Setiap kali sang istri larut dalam kesedihan, kecewa, atau diliputi rasa marah terhadap dunia, dia tak langsung menasihati atau menghibur dengan kata-kata manis. Ia justru mengajak istrinya ke rumah sakit.
Bukan untuk berobat. Tapi untuk melihat. Merasakan. Menyaksikan kehidupan dari sisi yang sering kita lupa: penderitaan yang sunyi.
Ia menggandeng tangan istrinya dan berjalan perlahan menyusuri lorong-lorong rumah sakit umum. Di sana, mereka memasuki ruang perawatan kelas biasa.
Tidak ada harum bunga. Tidak ada musik pengantar tidur seperti di rumah sakit mewah.
Yang ada hanyalah aroma campuran antara obat antiseptik, udara lembap, dan napas berat manusia yang menggantung di sela-sela waktu.
Di ruang itu, ada pasien lanjut usia yang dipenuhi selang di kedua lengannya. Di sisi lain, seorang anak kecil terbaring lemah, tubuhnya kurus, dipenuhi bintik merah. Ibunya duduk di lantai, tertidur bersandar di dinding dengan tangan masih menggenggam tangan mungil anaknya.
Di sudut ruang, terdengar erangan pelan seorang pria yang berusaha menahan rasa sakit tanpa ingin mengganggu yang lain.
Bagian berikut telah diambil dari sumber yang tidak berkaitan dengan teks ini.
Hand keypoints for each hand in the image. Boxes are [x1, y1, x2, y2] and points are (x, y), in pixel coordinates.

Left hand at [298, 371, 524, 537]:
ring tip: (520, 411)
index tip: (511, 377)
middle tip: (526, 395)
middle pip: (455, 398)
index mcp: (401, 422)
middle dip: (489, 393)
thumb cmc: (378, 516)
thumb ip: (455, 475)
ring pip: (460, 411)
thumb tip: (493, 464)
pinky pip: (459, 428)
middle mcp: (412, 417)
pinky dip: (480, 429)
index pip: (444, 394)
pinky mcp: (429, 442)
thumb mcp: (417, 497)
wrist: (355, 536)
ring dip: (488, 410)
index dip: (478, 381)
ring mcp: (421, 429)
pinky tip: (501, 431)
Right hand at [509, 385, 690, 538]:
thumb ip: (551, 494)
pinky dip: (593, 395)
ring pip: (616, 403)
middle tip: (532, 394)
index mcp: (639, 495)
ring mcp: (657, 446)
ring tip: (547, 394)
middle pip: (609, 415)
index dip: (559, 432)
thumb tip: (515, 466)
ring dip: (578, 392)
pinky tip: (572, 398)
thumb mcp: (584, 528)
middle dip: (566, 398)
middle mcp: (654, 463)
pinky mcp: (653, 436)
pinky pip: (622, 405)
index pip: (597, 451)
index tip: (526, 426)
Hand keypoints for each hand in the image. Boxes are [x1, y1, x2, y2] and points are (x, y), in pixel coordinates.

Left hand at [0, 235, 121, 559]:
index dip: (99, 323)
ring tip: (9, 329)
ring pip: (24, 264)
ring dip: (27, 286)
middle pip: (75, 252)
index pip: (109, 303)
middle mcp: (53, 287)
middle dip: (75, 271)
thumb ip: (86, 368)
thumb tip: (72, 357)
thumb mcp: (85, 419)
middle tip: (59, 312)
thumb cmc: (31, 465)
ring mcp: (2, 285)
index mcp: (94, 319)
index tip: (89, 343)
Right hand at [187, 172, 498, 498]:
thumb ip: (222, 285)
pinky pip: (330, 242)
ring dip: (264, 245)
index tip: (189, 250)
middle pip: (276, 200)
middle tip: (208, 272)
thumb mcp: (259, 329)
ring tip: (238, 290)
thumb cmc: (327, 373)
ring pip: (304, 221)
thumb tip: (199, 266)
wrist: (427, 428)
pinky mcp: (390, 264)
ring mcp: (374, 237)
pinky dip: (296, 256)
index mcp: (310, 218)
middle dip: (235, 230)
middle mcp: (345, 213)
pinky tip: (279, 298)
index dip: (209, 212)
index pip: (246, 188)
Mesin infus berdetik perlahan, mengalirkan cairan bening yang menyelamatkan hidup, namun tak menjanjikan kesembuhan segera.
Ada tangisan. Ada doa yang dibisikkan lirih. Ada perawat yang berjalan cepat sambil mendorong troli obat, mencoba mengimbangi jumlah pasien yang jauh lebih banyak dari tenaga medis yang tersedia.
Di sinilah, kata teman saya, hati manusia menjadi jernih kembali. Ketika kita melihat ada yang lebih sengsara dari kita. Lebih kesepian, lebih bergantung pada pertolongan orang lain hanya untuk bisa menarik napas esok hari. Kita diingatkan betapa remehnya luka yang kita kira begitu besar.